Or tout cela pue la fausse vertu et une nouvelle hypocrisie, prête à sacrifier des œuvres de qualité sous prétexte que leurs créateurs avaient des défauts.
Voltaire n’a-t-il pas trempé dans le commerce des esclaves ? C’est possible, mais il nous laisse Candide et le Dictionnaire philosophique.

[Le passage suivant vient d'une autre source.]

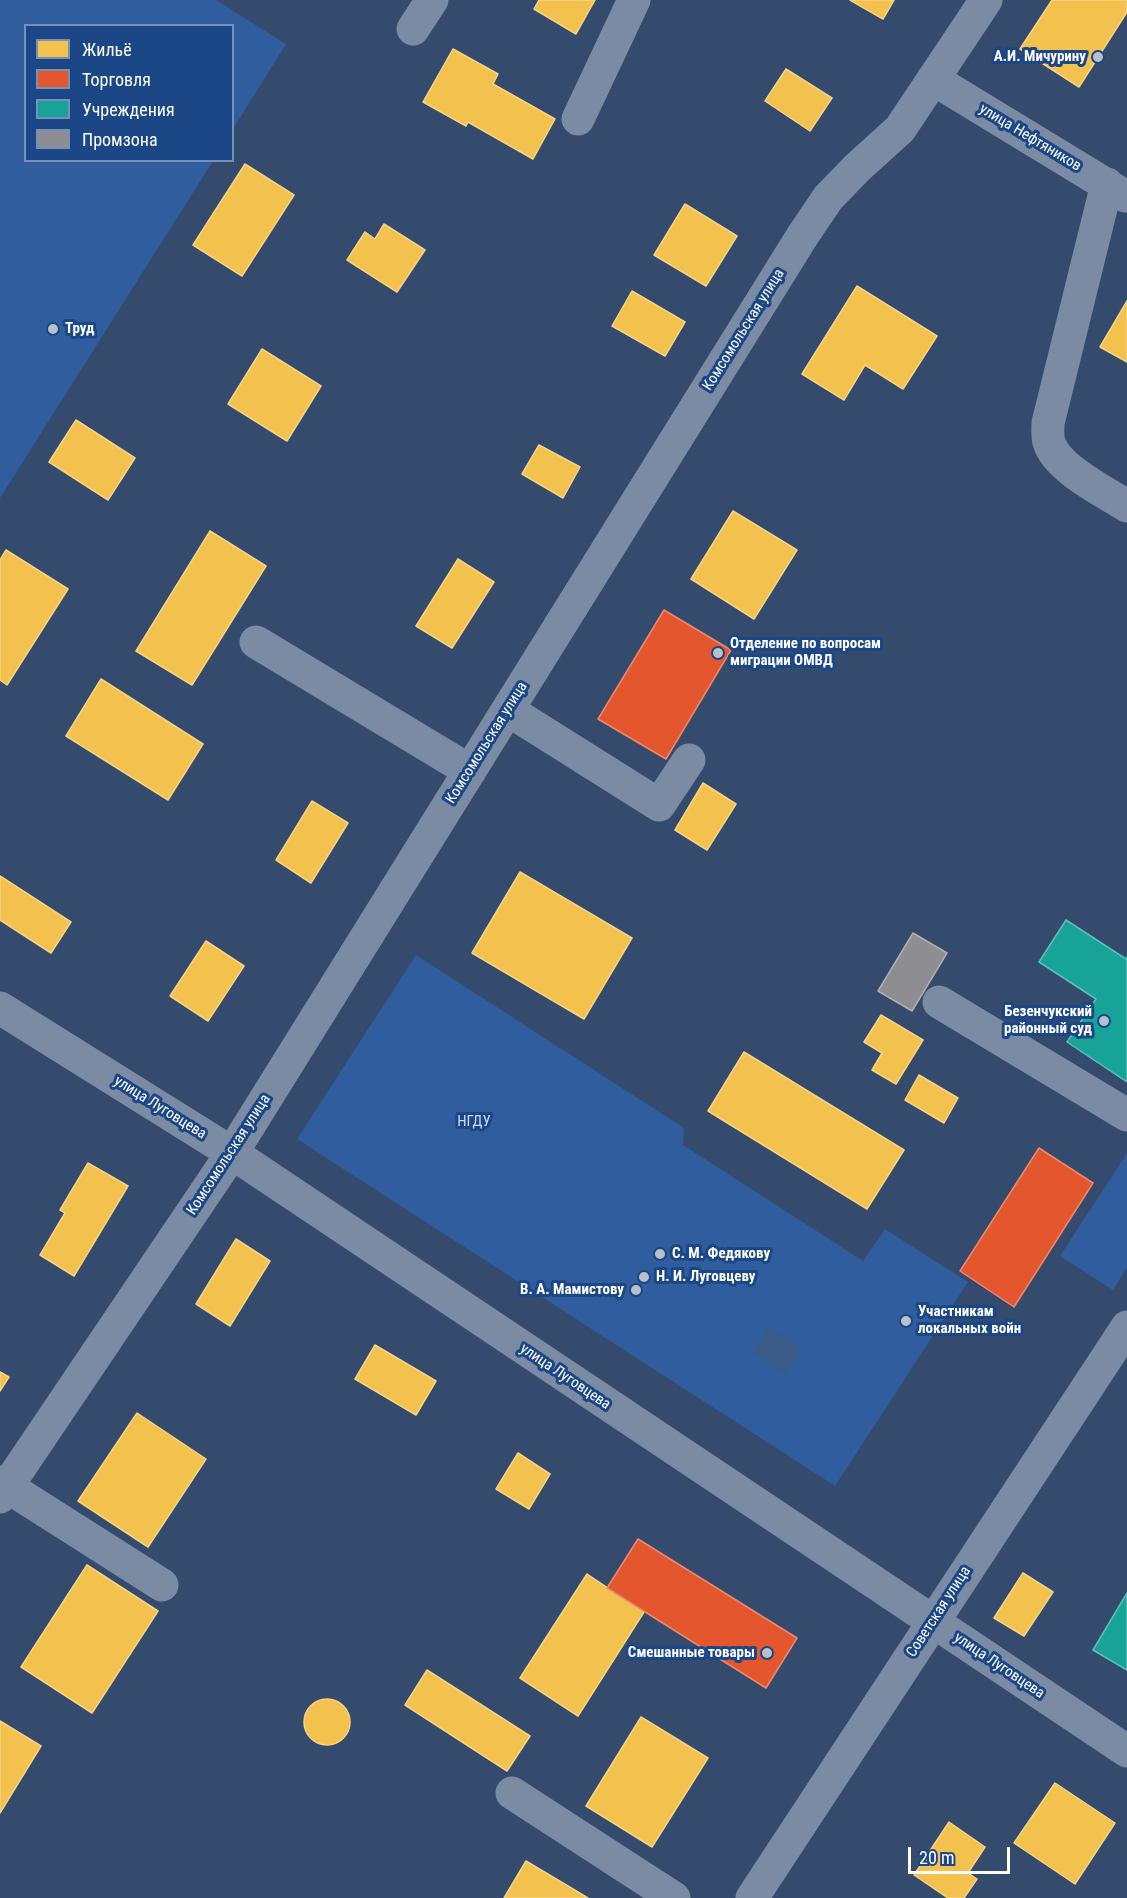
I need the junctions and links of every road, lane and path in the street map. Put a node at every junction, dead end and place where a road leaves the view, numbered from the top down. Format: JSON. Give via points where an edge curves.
{"nodes":[{"id":1,"x":432,"y":0,"type":"edge"},
{"id":2,"x":634,"y":0,"type":"edge"},
{"id":3,"x":986,"y":0,"type":"edge"},
{"id":4,"x":413,"y":29,"type":"dead end"},
{"id":5,"x":933,"y":79,"type":"junction"},
{"id":6,"x":578,"y":119,"type":"dead end"},
{"id":7,"x":1117,"y":190,"type":"edge"},
{"id":8,"x":1127,"y":506,"type":"edge"},
{"id":9,"x":256,"y":642,"type":"dead end"},
{"id":10,"x":508,"y":710,"type":"junction"},
{"id":11,"x":689,"y":760,"type":"dead end"},
{"id":12,"x":470,"y":771,"type":"junction"},
{"id":13,"x":939,"y":1002,"type":"dead end"},
{"id":14,"x":0,"y":1008,"type":"edge"},
{"id":15,"x":1127,"y":1115,"type":"edge"},
{"id":16,"x":232,"y":1153,"type":"junction"},
{"id":17,"x":1127,"y":1327,"type":"edge"},
{"id":18,"x":2,"y":1488,"type":"edge"},
{"id":19,"x":162,"y":1585,"type":"dead end"},
{"id":20,"x":932,"y":1622,"type":"junction"},
{"id":21,"x":1127,"y":1751,"type":"edge"},
{"id":22,"x":512,"y":1793,"type":"dead end"},
{"id":23,"x":674,"y":1898,"type":"edge"},
{"id":24,"x":752,"y":1898,"type":"edge"}],
"edges":[{"from":1,"to":4,"type":"street"},
{"from":2,"to":6,"type":"street"},
{"from":3,"to":5,"type":"street","name":"Комсомольская улица"},
{"from":5,"to":7,"type":"street","name":"улица Нефтяников"},
{"from":5,"to":10,"type":"street","name":"Комсомольская улица","via":[[900,129],[828,198],[809,226]]},
{"from":7,"to":8,"type":"street","via":[[1048,423],[1048,441],[1064,465]]},
{"from":9,"to":12,"type":"street"},
{"from":10,"to":11,"type":"street","via":[[659,805]]},
{"from":10,"to":12,"type":"street","name":"Комсомольская улица"},
{"from":12,"to":16,"type":"street","name":"Комсомольская улица"},
{"from":13,"to":15,"type":"street"},
{"from":14,"to":16,"type":"street","name":"улица Луговцева"},
{"from":16,"to":18,"type":"street","name":"Комсомольская улица"},
{"from":16,"to":20,"type":"street","name":"улица Луговцева"},
{"from":17,"to":20,"type":"street","name":"Советская улица"},
{"from":18,"to":19,"type":"street"},
{"from":20,"to":21,"type":"street","name":"улица Луговцева"},
{"from":20,"to":24,"type":"street","name":"Советская улица"},
{"from":22,"to":23,"type":"street"}]}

Léonard de Vinci a-t-il «détourné» le petit Salaï, entré dans son atelier à dix ans et probablement son mignon, en tout cas un vrai petit voyou talentueux qui a caussé bien des souscis au Maestro en prenant de l’âge, ainsi que nous l’apprend la magistrale biographie de Walter Issacson, lequel a pourtant le tort de parler de Leonardo comme d’un « gay ».
De fait, et une fois de plus, comment rapporter des mœurs du Cinquecento à nos critères, et comment ne pas moduler nos jugements en fonction des us et coutumes de telle ou telle culture ou civilisation ?
Ou alors tout serait aplati, moral et convenable, absolument épuré comme un Ancien testament dont les chapitres génocidaires (l’appel de l’Éternel à l’épuration ethnique de certaines tribus) seraient caviardés pour ne pas choquer les collégiennes et collégiens californiens ?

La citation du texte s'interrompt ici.